Gorakhpur - Anand Vihar Express

Overview
- Service type: Express
- First service: 25 March 2015; 10 years ago
- Current operator: North Eastern Railway zone

Route
- Termini: Gorakhpur Junction (GKP) Anand Vihar Terminal (ANVT)
- Stops: 6
- Distance travelled: 749 km (465 mi)
- Average journey time: 14 hours 15 mins
- Service frequency: Weekly
- Train number: 12595/12596

On-board services
- Class: AC 3 tier
- Seating arrangements: No
- Sleeping arrangements: Yes
- Catering facilities: No
- Entertainment facilities: No

Technical
- Rolling stock: 1
- Track gauge: 1,676 mm (5 ft 6 in)
- Operating speed: 53 km/h (33 mph)

= Gorakhpur–Anand Vihar Express =

Express train

The Gorakhpur - Anand Vihar Express is an express train of the Indian Railways connecting Gorakhpur in Uttar Pradesh and Anand Vihar Terminal in Delhi via Basti.

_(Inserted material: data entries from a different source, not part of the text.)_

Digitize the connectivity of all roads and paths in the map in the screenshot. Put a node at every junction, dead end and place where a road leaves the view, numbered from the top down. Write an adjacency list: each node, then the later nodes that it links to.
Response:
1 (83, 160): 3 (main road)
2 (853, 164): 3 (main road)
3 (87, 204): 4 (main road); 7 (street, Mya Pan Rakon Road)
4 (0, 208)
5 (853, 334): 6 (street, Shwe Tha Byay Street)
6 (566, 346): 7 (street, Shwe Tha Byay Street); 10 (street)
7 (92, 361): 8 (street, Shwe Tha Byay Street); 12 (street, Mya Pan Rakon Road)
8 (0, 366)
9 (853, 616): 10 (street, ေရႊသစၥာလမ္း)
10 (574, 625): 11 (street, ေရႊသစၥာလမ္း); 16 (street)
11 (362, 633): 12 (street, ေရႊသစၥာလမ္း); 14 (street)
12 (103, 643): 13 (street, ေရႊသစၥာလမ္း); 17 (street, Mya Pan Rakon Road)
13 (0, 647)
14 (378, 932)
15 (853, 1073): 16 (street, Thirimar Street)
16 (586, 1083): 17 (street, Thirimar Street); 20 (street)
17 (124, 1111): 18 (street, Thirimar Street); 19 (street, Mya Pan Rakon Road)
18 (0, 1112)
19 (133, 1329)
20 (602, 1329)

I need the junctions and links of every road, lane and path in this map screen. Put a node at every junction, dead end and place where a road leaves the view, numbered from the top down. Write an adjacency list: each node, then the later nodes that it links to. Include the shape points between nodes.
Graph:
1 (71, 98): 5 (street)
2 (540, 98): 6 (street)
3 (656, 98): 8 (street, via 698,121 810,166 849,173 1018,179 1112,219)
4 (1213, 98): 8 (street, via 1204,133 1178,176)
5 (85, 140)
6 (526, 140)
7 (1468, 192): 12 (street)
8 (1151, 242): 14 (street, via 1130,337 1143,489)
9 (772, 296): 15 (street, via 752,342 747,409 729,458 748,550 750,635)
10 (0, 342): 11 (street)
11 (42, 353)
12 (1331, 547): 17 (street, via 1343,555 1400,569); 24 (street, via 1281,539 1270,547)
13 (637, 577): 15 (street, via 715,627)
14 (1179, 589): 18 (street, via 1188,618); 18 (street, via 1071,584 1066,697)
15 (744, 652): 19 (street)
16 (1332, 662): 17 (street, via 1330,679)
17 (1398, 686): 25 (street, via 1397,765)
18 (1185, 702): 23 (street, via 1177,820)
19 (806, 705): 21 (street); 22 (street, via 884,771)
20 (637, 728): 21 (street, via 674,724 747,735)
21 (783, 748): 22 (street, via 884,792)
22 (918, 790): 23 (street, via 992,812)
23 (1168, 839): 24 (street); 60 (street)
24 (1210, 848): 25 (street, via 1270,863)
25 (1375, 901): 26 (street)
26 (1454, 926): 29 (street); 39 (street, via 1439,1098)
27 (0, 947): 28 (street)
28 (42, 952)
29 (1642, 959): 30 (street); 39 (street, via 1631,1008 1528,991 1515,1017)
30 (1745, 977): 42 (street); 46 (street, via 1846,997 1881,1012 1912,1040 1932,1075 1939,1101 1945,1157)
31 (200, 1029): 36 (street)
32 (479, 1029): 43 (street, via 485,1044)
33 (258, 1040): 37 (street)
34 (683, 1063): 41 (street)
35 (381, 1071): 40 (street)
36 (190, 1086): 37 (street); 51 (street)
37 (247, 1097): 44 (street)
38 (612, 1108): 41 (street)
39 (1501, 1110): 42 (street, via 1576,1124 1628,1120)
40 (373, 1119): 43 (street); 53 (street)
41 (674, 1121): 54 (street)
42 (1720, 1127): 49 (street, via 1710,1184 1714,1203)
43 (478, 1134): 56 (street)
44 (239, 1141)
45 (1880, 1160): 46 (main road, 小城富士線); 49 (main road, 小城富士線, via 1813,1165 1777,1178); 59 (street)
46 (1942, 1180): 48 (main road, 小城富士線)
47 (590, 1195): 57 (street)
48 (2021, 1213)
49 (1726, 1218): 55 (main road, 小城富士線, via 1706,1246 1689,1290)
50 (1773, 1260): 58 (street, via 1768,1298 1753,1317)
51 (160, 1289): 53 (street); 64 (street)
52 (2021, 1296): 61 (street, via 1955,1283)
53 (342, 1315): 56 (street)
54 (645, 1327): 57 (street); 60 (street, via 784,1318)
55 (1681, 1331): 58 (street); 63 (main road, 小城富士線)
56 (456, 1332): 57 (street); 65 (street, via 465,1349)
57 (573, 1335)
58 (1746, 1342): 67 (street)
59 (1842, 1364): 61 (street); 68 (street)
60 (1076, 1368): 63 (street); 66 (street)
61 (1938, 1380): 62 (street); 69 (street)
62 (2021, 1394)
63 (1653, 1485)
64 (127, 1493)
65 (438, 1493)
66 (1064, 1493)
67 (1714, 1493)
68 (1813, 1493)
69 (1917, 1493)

It is currently being operated with 15057/15058 train numbers on a weekly basis.

== Service==
It averages 53 km/h as 150575 Gorakhpur - Anand Vihar Express starts on Thursday and covering 749 km in 14 hrs 15 mins and 49 km/h as 12596 Anand Vihar - Gorakhpur - Express starts on Friday covering 7490 km in 15 hrs 10 mins.

==Coach composite==

The train consists of 21 coaches :
- 1 AC II Tier
- 4 AC III Tier
- 7 Sleeper Coaches
- 8 General
- 2 Second-class Luggage/parcel van

== Rake maintenance ==

The train is maintained by the Anand Vihar Coaching Depot. The same rake is used for Mau - Anand Vihar Terminal Express for one way which is altered by the second rake on the other way.

== Traction==

Both trains are hauled by a Ghaziabad Loco Shed based WAP-5 or WAP-4 electric locomotives. Occasionally, it has also been hauled by a WAP-7 locomotive.